» **Work required**
What is the number of lines in the records below holding the string "that"? Reply with it and nothing else.

Information given START

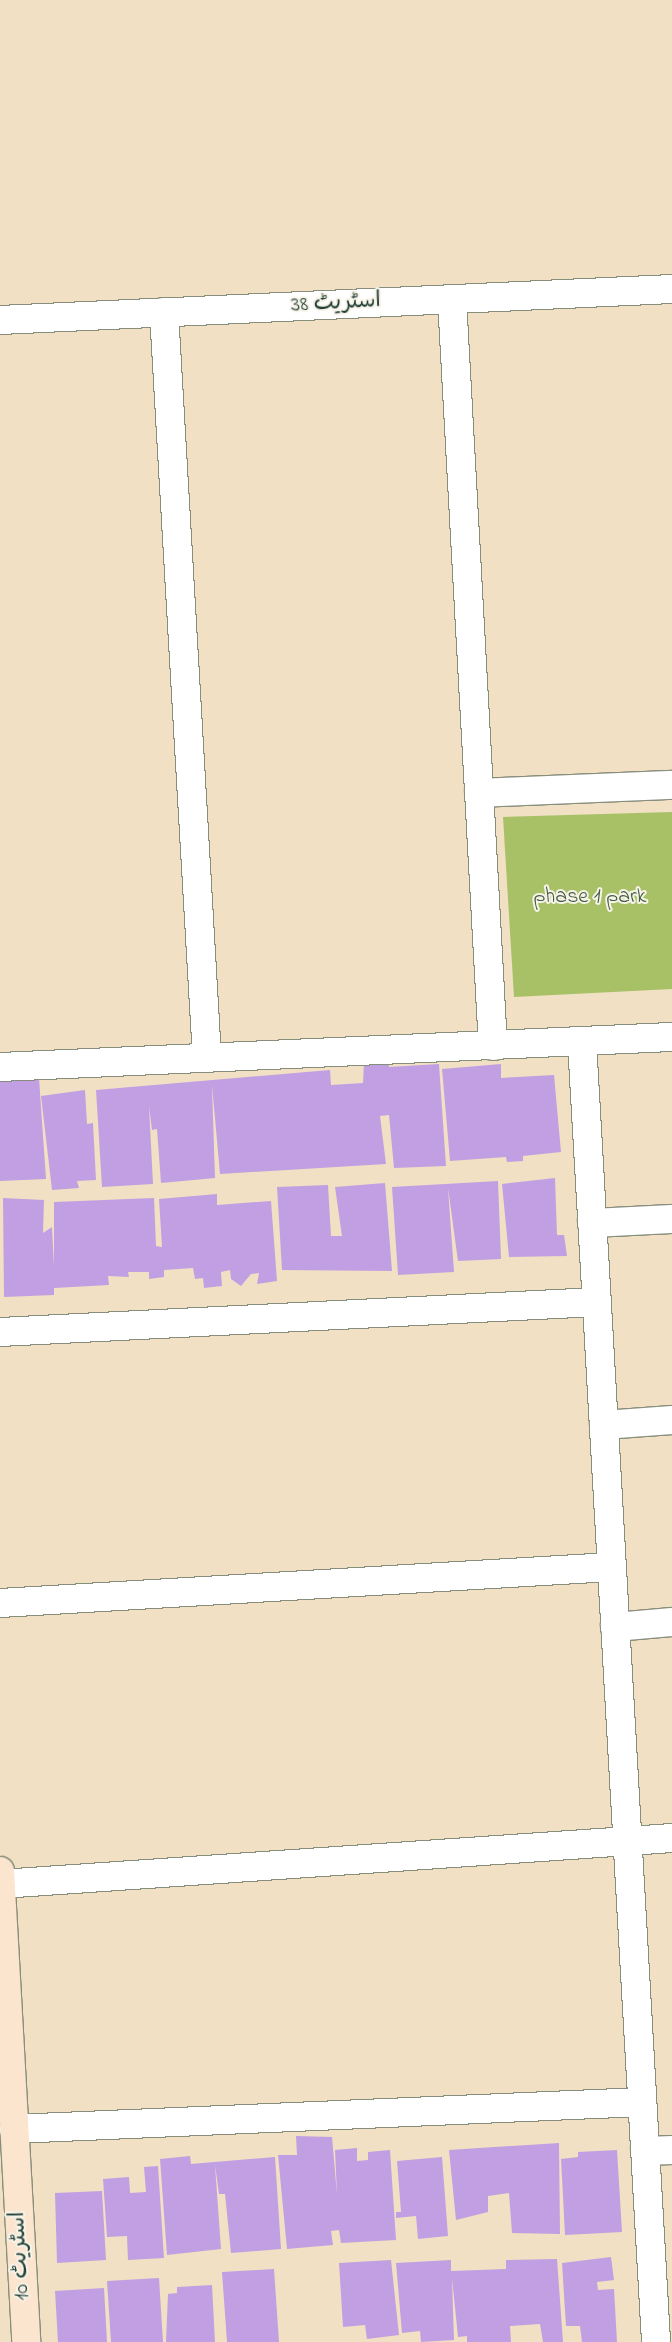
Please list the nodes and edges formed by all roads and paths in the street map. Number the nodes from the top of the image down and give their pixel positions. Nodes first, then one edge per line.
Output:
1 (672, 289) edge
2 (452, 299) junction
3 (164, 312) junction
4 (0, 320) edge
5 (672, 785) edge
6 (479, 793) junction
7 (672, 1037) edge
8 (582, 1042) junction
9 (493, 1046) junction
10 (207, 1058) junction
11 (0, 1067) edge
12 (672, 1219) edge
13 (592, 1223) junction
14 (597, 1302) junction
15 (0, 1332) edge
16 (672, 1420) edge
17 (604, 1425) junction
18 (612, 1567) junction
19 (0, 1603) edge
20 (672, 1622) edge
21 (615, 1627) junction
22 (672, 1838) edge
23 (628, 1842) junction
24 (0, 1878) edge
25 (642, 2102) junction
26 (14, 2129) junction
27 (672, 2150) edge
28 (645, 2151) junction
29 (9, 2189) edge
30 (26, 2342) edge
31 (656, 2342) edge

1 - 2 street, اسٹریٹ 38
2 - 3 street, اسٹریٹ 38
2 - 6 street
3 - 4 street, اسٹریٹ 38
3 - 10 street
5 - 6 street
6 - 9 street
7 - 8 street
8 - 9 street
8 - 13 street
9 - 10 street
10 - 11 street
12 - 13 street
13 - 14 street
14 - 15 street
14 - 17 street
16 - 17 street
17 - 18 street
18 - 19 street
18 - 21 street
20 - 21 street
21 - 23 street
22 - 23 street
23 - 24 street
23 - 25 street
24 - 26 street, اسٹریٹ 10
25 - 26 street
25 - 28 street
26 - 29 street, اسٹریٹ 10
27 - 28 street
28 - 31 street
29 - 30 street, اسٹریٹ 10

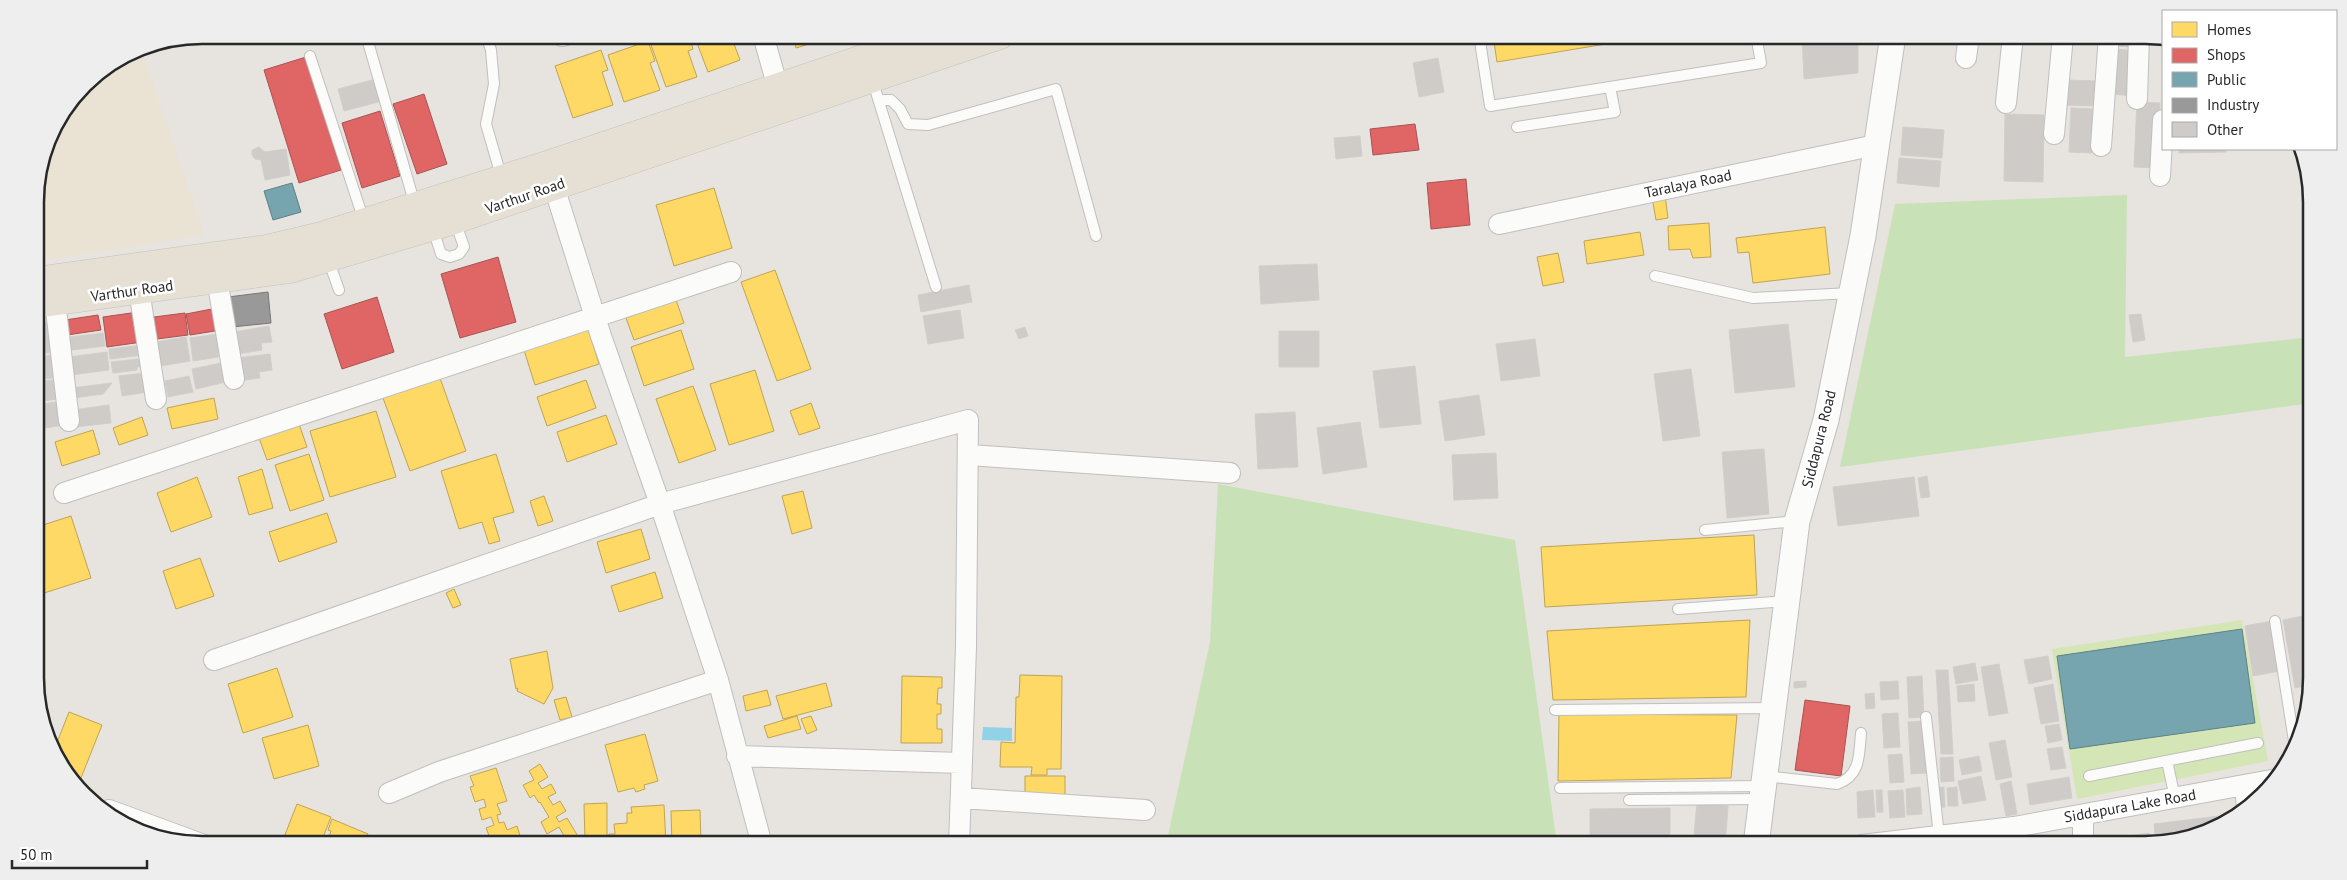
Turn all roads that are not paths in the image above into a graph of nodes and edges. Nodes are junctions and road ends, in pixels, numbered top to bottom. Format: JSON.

Information given END
Information given START

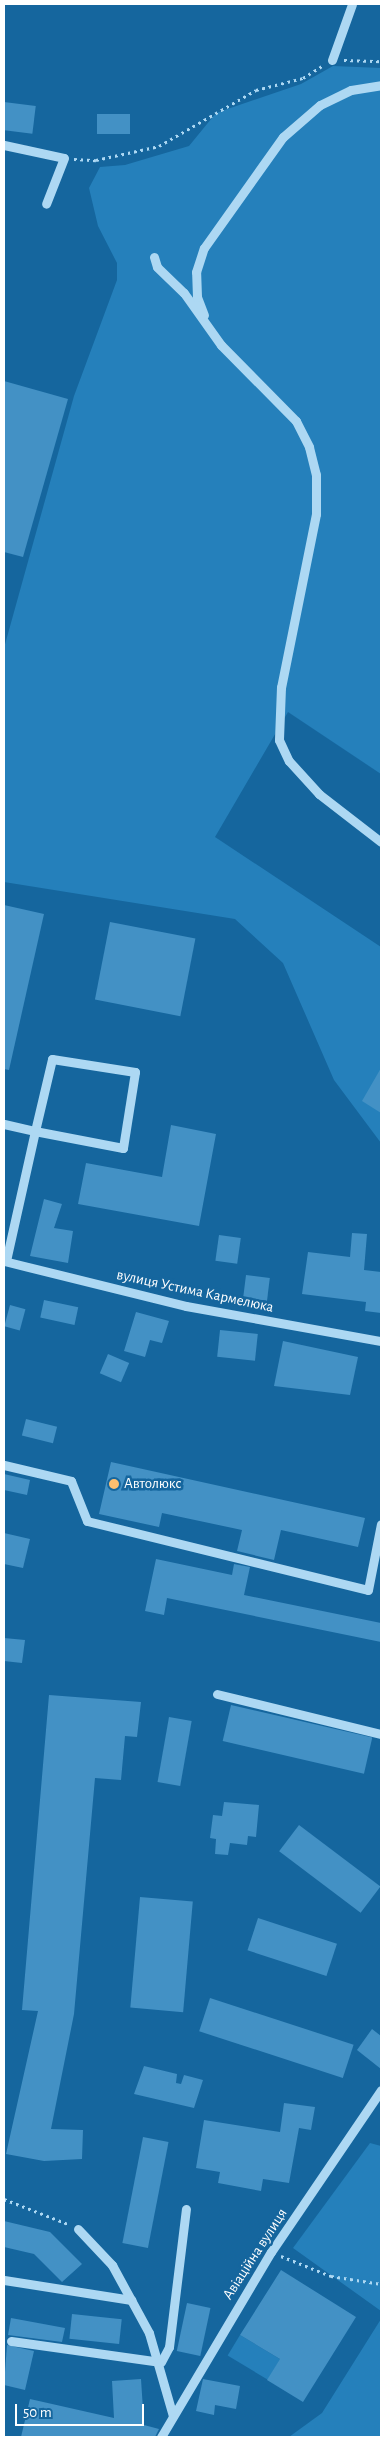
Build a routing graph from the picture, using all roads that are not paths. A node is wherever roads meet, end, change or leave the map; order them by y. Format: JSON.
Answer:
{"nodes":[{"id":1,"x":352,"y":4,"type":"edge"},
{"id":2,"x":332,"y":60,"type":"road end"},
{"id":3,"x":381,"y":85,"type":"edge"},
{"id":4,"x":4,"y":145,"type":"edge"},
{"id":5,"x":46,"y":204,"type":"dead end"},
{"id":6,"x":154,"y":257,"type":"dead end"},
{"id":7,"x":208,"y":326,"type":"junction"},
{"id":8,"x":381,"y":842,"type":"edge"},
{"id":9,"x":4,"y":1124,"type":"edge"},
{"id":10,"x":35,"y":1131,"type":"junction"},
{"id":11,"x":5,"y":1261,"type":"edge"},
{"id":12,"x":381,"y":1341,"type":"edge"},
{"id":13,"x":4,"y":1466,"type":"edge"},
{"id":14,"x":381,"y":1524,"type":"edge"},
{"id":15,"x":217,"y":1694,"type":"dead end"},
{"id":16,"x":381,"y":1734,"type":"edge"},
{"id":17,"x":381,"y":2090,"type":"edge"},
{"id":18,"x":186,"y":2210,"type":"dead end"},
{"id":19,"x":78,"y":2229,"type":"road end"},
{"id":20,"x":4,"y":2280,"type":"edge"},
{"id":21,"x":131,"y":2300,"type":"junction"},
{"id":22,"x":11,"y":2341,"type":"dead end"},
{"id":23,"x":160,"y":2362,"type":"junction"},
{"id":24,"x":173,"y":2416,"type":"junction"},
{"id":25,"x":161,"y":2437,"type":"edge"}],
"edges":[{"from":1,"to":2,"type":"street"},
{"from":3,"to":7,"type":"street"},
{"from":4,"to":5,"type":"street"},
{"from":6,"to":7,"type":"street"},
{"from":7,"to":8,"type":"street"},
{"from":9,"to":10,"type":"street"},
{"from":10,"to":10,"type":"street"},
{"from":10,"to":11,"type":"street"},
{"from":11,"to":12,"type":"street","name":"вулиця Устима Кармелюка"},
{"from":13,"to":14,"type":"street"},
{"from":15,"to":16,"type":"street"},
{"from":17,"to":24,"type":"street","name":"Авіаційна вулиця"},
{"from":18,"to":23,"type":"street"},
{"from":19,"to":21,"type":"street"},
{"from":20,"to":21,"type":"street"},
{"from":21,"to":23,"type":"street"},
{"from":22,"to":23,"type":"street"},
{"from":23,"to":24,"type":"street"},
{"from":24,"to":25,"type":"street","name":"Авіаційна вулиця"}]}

Information given END

» **Task response**
2